A new grassroots organization wants to turn Southern Nevada’s largest animal shelter into a no-kill operation.
No Kill Las Vegas, an incorporated nonprofit, was formed after a November rally about the issue led by Bryce Henderson, a former volunteer at the Animal Foundation’s shelter.
Henderson and his wife, Jennifer, along with their members are pushing for the shelter to make changes such as boosting marketing, using all of its space and only euthanizing animals that are a threat or terminally ill.
Animal Foundation administrators, who oversee the Lied Shelter and its pet adoption areas, say turning the facility into a no-kill shelter isn’t as realistic as advocates portray, given the large volume of animals that come in every year. In 2013, about 40,000 dogs and cats entered the shelter.
Its the largest pet intake facility in the country, with about 100 employees.
The foundation contracts with Clark County and the cities of Las Vegas and North Las Vegas to house animals that are brought in for 72 hours. Those contracts total $3.9 million annually. During that 72-hour period, the animals are not up for adoption, but can be reunited with their owners when possible.
After the three-day period ends, animals may be euthanized, sent to the foundation’s adoption facility or turned over to rescue organizations. When the animals are moved to the campus’ adoption area, their care isn’t paid by the municipal and county contracts. The nonprofit foundation’s other funding must cover those costs.
Henderson’s organization, since its start in December, already has some 500 members. In addition to pushing for a no-kill shelter, it says replacing the shelter’s manager is necessary to bring about the change
“We’ll be able to really show to the elected officials that we’re an organized group and we’re here to stay,” he said.
Christine Robinson, executive director of the Animal Foundation, stressed that the shelter wants to keeps its euthanasia rates down.
That also happens by educating the public, lowering the number of animals that enter the shelter, increasing adoptions and using rescue organizations, she said.
In 2013, 19,776 dogs and cats were euthanized at the shelter, roughly half of the nearly 40,000 that entered that year, according to preliminary statistics. That’s a 20.8 percent decrease in euthanasias, or more than 5,000 fewer cases of euthanized animals, according to the shelter.
At the same time, fewer animals are entering the shelter. In 2010, the number was 51,227. It has dropped each year since then. Factoring in other animals, such as chickens, ponies and goats, the preliminary number of animals entering in 2013 was 40,634.
Robinson credits the changes to a variety of factors. In 2010, cities and the county passed ordinances requiring spaying and neutering. The shelter has a Twitter account that tweets about found pets. It also has a program that allows foster pet owners to temporarily care for animals, and possibly adopt them in the end.
Euthanized animals include those that are contagious and could infect others, making more animals sick, she said. Animals with infections also cannot be in the general population and have to be in the isolation area, which has limited space.

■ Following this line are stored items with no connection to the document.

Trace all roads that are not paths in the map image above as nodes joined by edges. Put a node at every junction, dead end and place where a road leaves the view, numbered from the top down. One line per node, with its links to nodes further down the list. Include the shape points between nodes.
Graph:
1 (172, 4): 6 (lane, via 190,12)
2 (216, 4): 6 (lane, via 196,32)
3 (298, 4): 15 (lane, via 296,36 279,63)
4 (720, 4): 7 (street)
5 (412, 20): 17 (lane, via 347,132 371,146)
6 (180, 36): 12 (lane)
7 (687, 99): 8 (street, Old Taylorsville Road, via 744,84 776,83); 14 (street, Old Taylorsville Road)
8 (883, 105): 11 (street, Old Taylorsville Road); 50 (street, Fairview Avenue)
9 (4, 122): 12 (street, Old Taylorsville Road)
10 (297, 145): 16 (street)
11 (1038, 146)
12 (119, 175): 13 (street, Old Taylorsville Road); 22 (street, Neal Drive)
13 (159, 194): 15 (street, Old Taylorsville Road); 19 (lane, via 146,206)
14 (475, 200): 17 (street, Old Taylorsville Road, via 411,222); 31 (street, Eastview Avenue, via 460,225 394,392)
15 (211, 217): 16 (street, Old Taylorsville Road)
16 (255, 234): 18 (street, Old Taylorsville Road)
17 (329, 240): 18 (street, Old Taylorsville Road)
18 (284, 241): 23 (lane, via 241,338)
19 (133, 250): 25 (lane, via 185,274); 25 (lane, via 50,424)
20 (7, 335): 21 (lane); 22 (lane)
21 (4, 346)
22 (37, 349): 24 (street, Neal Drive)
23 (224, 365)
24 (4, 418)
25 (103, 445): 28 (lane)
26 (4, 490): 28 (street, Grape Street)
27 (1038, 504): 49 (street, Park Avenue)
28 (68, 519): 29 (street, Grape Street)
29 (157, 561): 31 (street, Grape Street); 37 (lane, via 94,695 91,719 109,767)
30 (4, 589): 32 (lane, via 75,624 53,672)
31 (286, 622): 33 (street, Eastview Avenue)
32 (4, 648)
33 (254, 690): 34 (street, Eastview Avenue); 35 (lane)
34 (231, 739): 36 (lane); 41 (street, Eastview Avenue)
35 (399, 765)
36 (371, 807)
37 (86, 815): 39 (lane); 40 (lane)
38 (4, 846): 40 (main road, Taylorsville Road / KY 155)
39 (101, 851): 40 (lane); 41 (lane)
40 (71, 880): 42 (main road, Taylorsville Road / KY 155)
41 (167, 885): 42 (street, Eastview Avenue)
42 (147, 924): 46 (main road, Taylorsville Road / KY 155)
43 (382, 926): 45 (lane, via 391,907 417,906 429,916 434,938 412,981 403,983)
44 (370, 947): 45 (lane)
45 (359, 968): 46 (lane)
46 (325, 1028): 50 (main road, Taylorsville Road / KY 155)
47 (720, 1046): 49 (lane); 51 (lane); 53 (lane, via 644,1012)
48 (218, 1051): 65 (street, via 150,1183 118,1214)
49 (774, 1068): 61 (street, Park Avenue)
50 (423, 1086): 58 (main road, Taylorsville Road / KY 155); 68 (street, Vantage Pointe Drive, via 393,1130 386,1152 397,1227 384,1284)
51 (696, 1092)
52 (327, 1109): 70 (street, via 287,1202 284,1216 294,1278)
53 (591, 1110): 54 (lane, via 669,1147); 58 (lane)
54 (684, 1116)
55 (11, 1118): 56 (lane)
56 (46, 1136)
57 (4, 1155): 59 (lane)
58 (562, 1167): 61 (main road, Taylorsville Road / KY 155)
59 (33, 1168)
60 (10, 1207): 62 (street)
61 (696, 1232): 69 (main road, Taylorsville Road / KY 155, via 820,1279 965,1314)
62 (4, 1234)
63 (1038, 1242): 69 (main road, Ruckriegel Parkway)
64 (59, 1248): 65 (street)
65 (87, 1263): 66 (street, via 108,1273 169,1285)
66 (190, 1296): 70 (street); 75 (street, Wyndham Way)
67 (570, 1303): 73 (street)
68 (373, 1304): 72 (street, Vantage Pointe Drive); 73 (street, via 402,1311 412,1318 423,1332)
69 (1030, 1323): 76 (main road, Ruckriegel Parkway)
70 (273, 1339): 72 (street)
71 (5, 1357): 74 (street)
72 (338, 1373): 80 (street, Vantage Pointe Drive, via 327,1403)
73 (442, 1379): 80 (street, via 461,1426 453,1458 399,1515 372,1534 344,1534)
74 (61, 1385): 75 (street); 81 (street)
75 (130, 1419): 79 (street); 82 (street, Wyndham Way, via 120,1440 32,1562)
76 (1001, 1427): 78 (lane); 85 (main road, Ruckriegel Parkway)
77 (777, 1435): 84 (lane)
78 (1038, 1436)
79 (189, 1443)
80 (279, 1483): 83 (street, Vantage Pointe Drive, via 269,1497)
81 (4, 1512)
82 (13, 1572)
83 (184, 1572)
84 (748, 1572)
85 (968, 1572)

“It’s the hard decision, but it’s the right decision,” Robinson said about euthanization under such circumstances.
Also, the shelter gets slightly more than 100 animals on a daily basis, and there is constant movement between the building where animals are held for the first 72 hours and the adoption area, Robinson said.
As a result, a space that’s empty one moment might get an animal a couple of hours later, she said.
Henderson and his organization’s supporters aren’t convinced.
“They still kill animals there even when they have shelter space open,” he said.
Henderson said the Animal Foundation has plenty of room for improvement, pointing to the euthanasia rates in Los Angeles that are lower than the valley’s shelter. L.A. Animal Services euthanized 35.3 percent of its 246,179 dogs and cats brought in between July 2009 and the end of November, according to the agency’s website.
Henderson also points out that other shelters have gone to a no-kill model, including the one in Reno.
The Las Vegas shelter has a troubled history.
In 2007, conditions at the animal shelter — then under different management — forced the euthanization of 1,000 animals in a short period of time.
The Humane Society found disease and overcrowded conditions that “arose not by accident or out of ignorance, but as a result of a systematic policy that prohibited the euthanasia of surplus healthy and, in numerous cases, sick animals,” according to its report issued at the time.
Robinson said the people overseeing the shelter at the time were well-intentioned, but that hoarding animals led to further problems at the shelter.
The overcrowding came in part because the shelter in 2006 gained the contracts to handle animals coming from North Las Vegas and Clark County. It had gained the city of Las Vegas contract in 1995. As a result, the shelter suddenly started handling a larger amount of animals.
Though the shelter has critics, Robinson said, both sides also agree that helping animals is the ultimate aim.
“I think at the end of the day we have very similar goals and that’s to do the best we can for the greatest amount of animals we can,” she said.